The first time I assessed a strip called Johnstone, I was thrown off by the way the airstrip dog legged in the middle. Flying a base leg to a dog leg strip, with some slops and only a little over 1500’ long was a challenge. After getting some kind of assessment done, and landing within the margin, we shut down, walked the strip and measured it out. We talked through where a take off speed check should happen, and where the latest possible take off abort point could be. All of this was done using MAF’s long tried and tested system of taking POH figures, and adjusting them to the conditions of the strip. It was amazing that the abort points could be measured out, and tested, and they worked exactly like the theory said they would!

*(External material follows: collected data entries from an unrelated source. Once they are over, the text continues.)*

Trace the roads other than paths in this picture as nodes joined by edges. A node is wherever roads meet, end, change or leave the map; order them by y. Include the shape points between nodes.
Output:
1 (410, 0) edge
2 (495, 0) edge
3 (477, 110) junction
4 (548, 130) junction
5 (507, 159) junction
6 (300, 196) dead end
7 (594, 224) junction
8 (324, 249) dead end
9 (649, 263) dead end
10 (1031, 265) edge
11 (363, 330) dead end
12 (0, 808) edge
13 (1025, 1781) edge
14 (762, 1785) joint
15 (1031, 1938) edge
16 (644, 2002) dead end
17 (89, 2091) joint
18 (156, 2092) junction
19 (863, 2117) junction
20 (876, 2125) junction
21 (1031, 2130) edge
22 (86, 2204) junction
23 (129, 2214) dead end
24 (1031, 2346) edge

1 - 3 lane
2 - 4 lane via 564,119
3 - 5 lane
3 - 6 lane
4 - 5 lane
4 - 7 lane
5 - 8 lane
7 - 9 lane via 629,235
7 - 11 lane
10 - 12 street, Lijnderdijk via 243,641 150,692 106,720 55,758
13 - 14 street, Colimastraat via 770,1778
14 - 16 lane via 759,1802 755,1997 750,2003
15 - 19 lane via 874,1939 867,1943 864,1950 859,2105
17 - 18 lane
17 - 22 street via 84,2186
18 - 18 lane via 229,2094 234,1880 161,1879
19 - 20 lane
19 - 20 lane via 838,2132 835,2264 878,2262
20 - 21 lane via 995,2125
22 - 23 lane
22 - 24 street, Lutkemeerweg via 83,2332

On one take off, my instructor said ‘on this one, we will be planning to abort the take off at the abort point, for you to see what it feels like.’ This was on an unprepared strip, with a down slope, and a sheer drop off at the end. I applied power for take off, called out ‘power check,’ started rolling, called out ‘speed check’ at my speed check point, and shortly after, as I reached the abort point a cow walked onto the strip! I was already in the abort mindset, and it was like the cow had been planted there! We aborted as planned, and easily stopped with our safety margin untouched. What a great opportunity to put an abort point to use!
On day 4 of flying, we did a navigation out to a dry lake bed. This lake bed was 10 nm wide and long, and we could land anywhere. We used it to practice some exercises that we usually couldn’t do elsewhere. We spent time testing the abort distances that we learnt in the class. this included practicing take off aborts with maximum braking. We also practiced doing airdrops, where we would safely throw small packages out of the pilot window and try to hit a marked square.
After day 4, we built on all we had learnt up to that point, moving on to harder and harder airstrips. Each airstrip required us to evaluate it, figure out how long, what slope, and what condition it was in, before landing. We moved onto strips that were 1200’ long, which is just about on the 206’s limitation with safe margin for landing. Meaning the touch down zone is 100’ long, and if you are not down and braking in that zone, you go around, without question. We also progressed to ‘go limited’ strips, where due to high terrain of the overshoot, there is no chance to go around after a certain point on the approach. This means that the a/c needs to be stable on the approach before that point, and the pilot will call ‘committed’ if things are within the envelope. After the committed point, the landing has to happen, one way or another, as there is no way to out climb the terrain on the upwind.
There is way too much to write about, and it is all so exciting. All I would say to summarize is this, to each of these audiences: To future MAF candidates: If, like me, you have dreamt about this type of flying for years, keep at it, and discipline yourself. You will need it, and you will love it! To current MAF pilots: You guys are the best of the best, and I have so much respect for you. Thank you for glorifying God by being the best you can be, and not accepting mediocre. To supporters of MAF: This company is serious when it comes to safety and professionalism. You can rest assured that any donations given are being used with the same dedication and focus that is demanded of each pilot on each and every flight.
As pilots, we love the technical stuff. And what fills me with great joy is that God has made us this way. We get to love this challenge. We get to grow and be challenged, and all the while to know that these giftings, these skills, will be used to help and bring the Kingdom of God closer to earth.